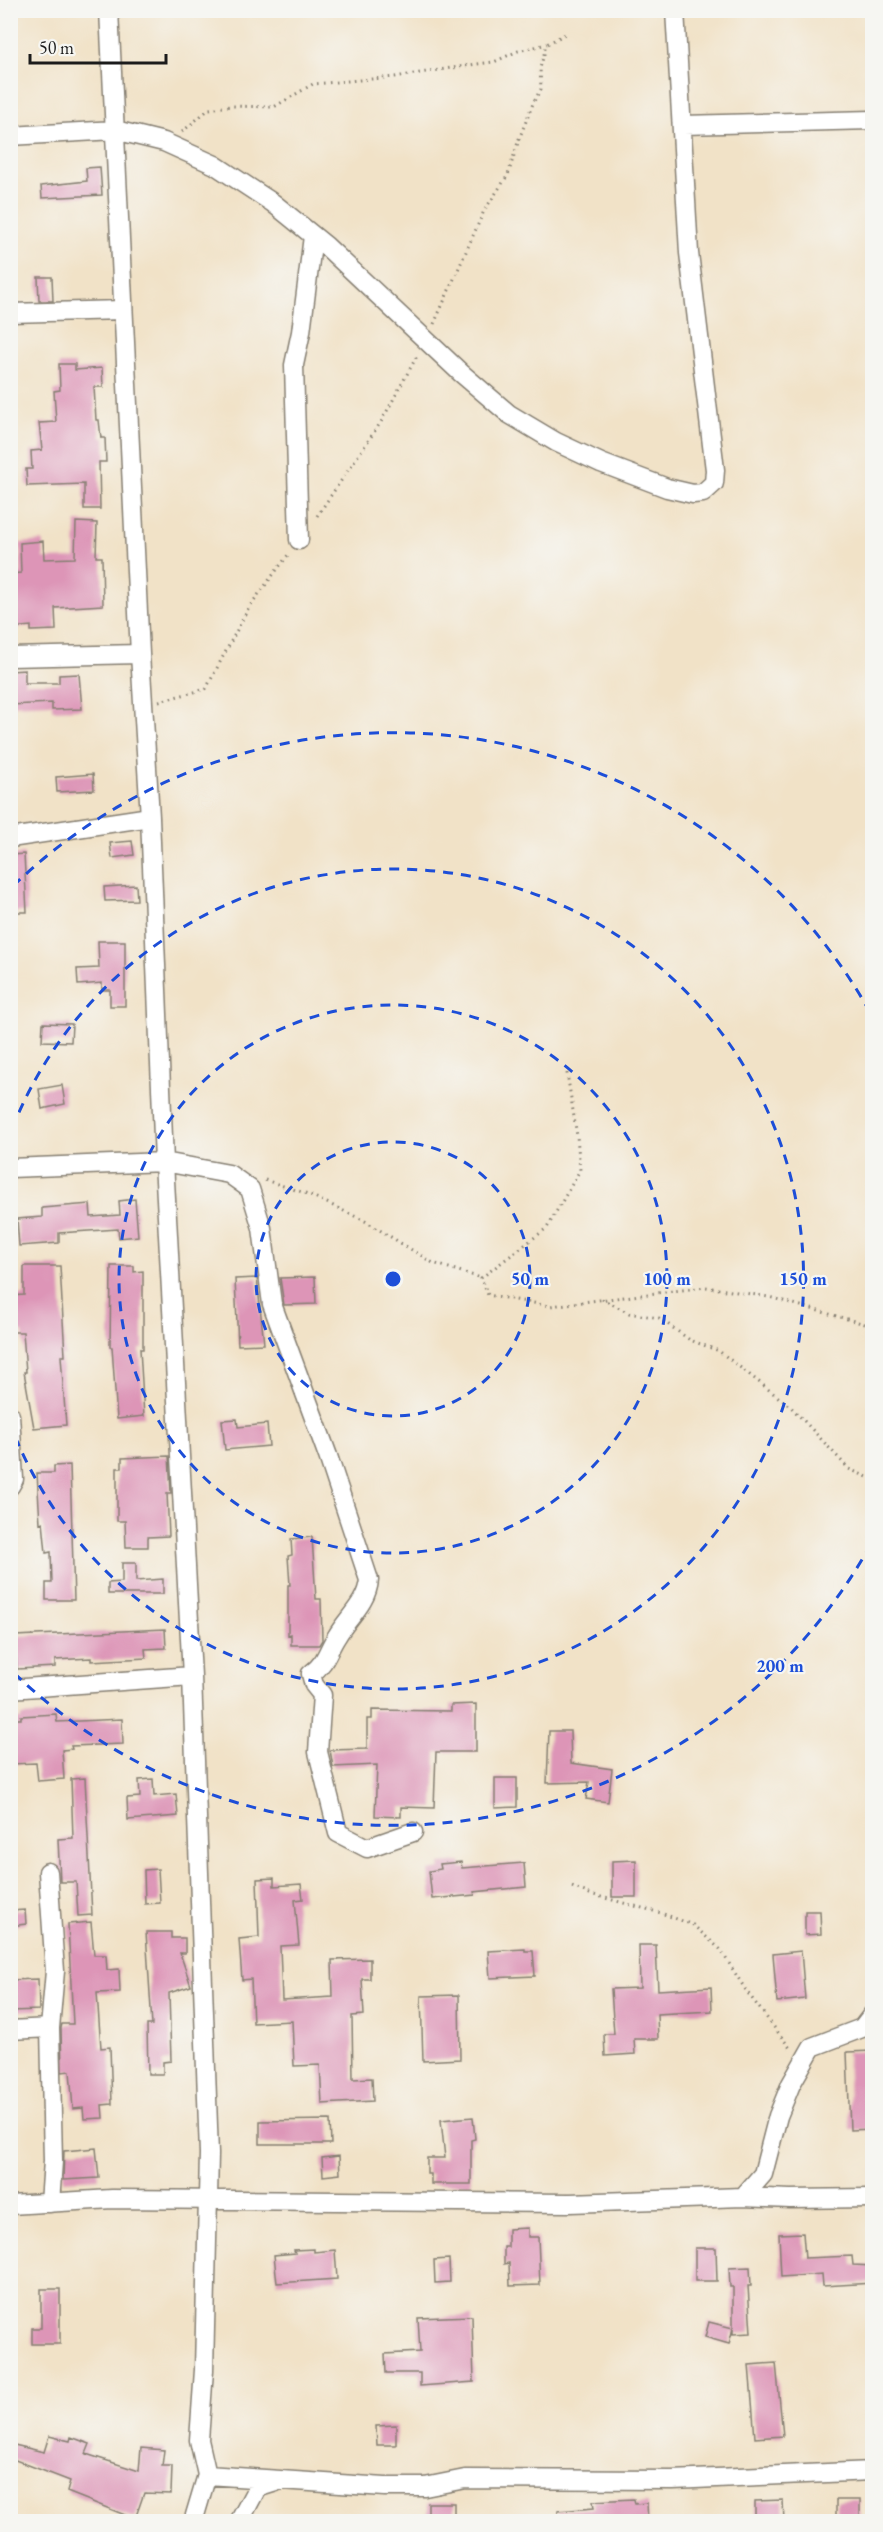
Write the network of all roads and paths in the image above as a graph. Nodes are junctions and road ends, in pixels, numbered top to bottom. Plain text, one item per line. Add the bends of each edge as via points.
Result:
1 (109, 10) edge
2 (675, 10) edge
3 (567, 33) dead end
4 (547, 44) junction
5 (873, 120) edge
6 (683, 125) junction
7 (115, 130) junction
8 (10, 136) edge
9 (164, 142) junction
10 (313, 236) junction
11 (123, 310) junction
12 (10, 313) edge
13 (425, 340) junction
14 (299, 540) junction
15 (140, 654) junction
16 (10, 657) edge
17 (144, 706) junction
18 (150, 817) junction
19 (10, 838) edge
20 (567, 1073) dead end
21 (164, 1162) junction
22 (10, 1168) edge
23 (259, 1178) dead end
24 (481, 1278) junction
25 (602, 1299) junction
26 (873, 1326) edge
27 (10, 1415) edge
28 (873, 1479) edge
29 (10, 1486) edge
30 (192, 1676) junction
31 (10, 1689) edge
32 (413, 1832) dead end
33 (48, 1872) dead end
34 (572, 1887) dead end
35 (873, 2015) edge
36 (50, 2028) junction
37 (10, 2030) edge
38 (802, 2064) junction
39 (743, 2197) junction
40 (873, 2198) edge
41 (207, 2199) junction
42 (50, 2203) junction
43 (10, 2205) edge
44 (873, 2471) edge
45 (207, 2475) junction
46 (284, 2479) junction
47 (193, 2522) edge
48 (239, 2522) edge

1 - 7 street
2 - 6 street
3 - 4 path
4 - 9 path via 494,62 313,84 274,107 209,109 187,129
4 - 13 path via 540,68 541,89 508,175 484,211
5 - 6 street
6 - 13 street via 689,253 715,470 714,483 708,489 693,494 668,488 601,464 556,442 509,414
7 - 8 street
7 - 9 street
7 - 11 street
9 - 10 street via 245,183
10 - 13 street
10 - 14 street via 294,365
11 - 12 street
11 - 15 street
13 - 14 path via 381,422
14 - 17 path via 249,607 206,689
15 - 16 street
15 - 17 street
17 - 18 street
18 - 19 street
18 - 21 street
20 - 24 path via 580,1170 546,1228
21 - 22 street
21 - 30 street
21 - 32 street via 229,1174 250,1189 256,1203 272,1304 369,1580 362,1602 336,1637 330,1653 311,1674 322,1695 318,1752 327,1791 339,1833 366,1848
23 - 24 path via 308,1194 365,1221 433,1263
24 - 25 path via 489,1295 550,1306
25 - 26 path via 706,1287 769,1297
25 - 28 path via 629,1312 659,1318 690,1340 719,1351 791,1407 849,1469
27 - 29 street via 14,1479
30 - 31 street
30 - 41 street via 209,2154
33 - 36 street via 55,1971
34 - 38 path via 693,1925 720,1949
35 - 38 street via 862,2028 812,2048
36 - 37 street
36 - 42 street
38 - 39 street via 778,2116 763,2175
39 - 40 street
39 - 41 street via 570,2203
41 - 42 street
41 - 45 street via 199,2440
42 - 43 street
44 - 46 street via 673,2480 465,2479 415,2487
45 - 46 street
45 - 47 street
46 - 48 street via 257,2488

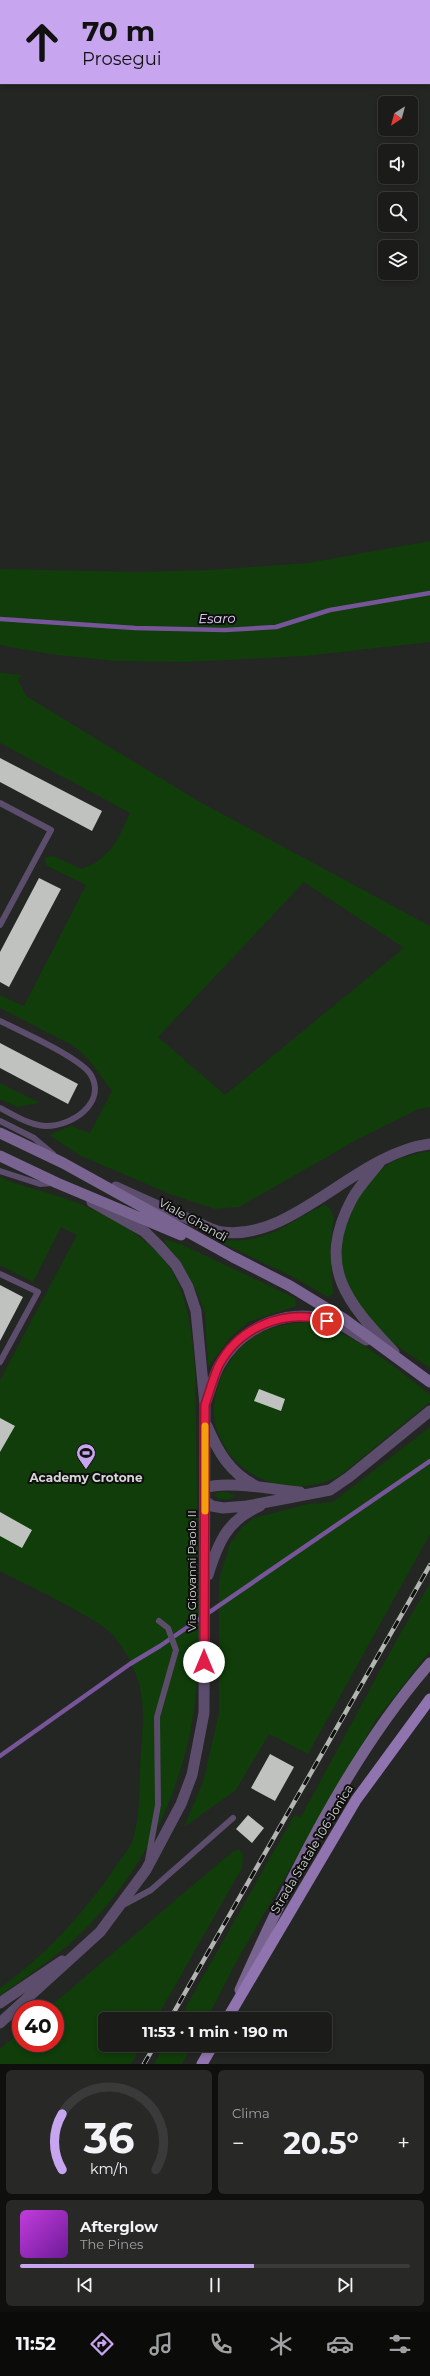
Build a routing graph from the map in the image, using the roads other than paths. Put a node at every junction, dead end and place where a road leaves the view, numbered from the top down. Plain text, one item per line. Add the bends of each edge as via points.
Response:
1 (0, 804) edge
2 (0, 925) edge
3 (0, 1021) edge
4 (0, 1108) edge
5 (0, 1121) edge
6 (0, 1133) edge
7 (430, 1144) edge
8 (0, 1156) edge
9 (380, 1162) junction
10 (64, 1163) junction
11 (0, 1171) edge
12 (57, 1183) junction
13 (233, 1257) junction
14 (0, 1274) edge
15 (0, 1362) edge
16 (404, 1363) junction
17 (430, 1382) edge
18 (205, 1405) junction
19 (430, 1411) edge
20 (205, 1422) junction
21 (205, 1488) junction
22 (260, 1488) junction
23 (314, 1493) junction
24 (205, 1501) junction
25 (269, 1502) junction
26 (204, 1585) junction
27 (160, 1621) dead end
28 (430, 1663) edge
29 (430, 1699) edge
30 (233, 1818) dead end
31 (146, 1871) junction
32 (122, 1905) junction
33 (88, 1944) junction
34 (0, 2003) edge
35 (230, 2012) edge
36 (231, 2012) edge
37 (0, 2023) edge
38 (209, 2052) edge
39 (202, 2064) edge

1 - 2 lane via 51,830
3 - 4 lane via 80,1064 91,1076 94,1087 93,1100 87,1110 61,1123 45,1126 28,1122
5 - 10 lane via 34,1138
6 - 10 main road, Viale Ghandi
7 - 9 street via 405,1149
8 - 12 main road, Viale Ghandi
9 - 10 street via 362,1170 294,1214 268,1227 247,1233 221,1232 165,1210
9 - 16 street via 353,1198 343,1219 337,1244 337,1266 348,1299
10 - 13 main road, Viale Ghandi
11 - 12 lane via 40,1184
12 - 13 main road, Viale Ghandi
12 - 18 street via 145,1232 176,1265 188,1287 196,1311
13 - 16 main road via 330,1310
14 - 15 lane via 38,1292
16 - 17 main road
16 - 18 street via 339,1324 315,1317 281,1318 266,1322 250,1331 232,1349 218,1368
18 - 20 street, Via Giovanni Paolo II
19 - 23 street via 350,1478 330,1490
20 - 21 street, Via Giovanni Paolo II
20 - 22 street via 229,1467 239,1477
21 - 22 street via 227,1485
21 - 24 street, Via Giovanni Paolo II
22 - 23 street
23 - 25 street
24 - 25 street via 212,1506 223,1508
24 - 26 street, Via Giovanni Paolo II
25 - 26 street via 227,1529
26 - 31 street, Via Giovanni Paolo II via 204,1713 192,1775 179,1810
27 - 31 lane via 168,1628 176,1650 158,1717 158,1805
28 - 35 main road via 378,1729 341,1790 281,1896
29 - 36 main road, Strada Statale 106 Jonica via 356,1800
30 - 32 lane via 151,1890
31 - 32 street, Via Giovanni Paolo II
32 - 33 street, Via Giovanni Paolo II
33 - 34 street, Via Giovanni Paolo II
33 - 37 street, Via Giovanni Paolo II
38 - 39 main road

- _YOUR GOAL_:
In the entries above, find each line with "Viale" and copy it.

- _SOLUTION_:
6 - 10 main road, Viale Ghandi
8 - 12 main road, Viale Ghandi
10 - 13 main road, Viale Ghandi
12 - 13 main road, Viale Ghandi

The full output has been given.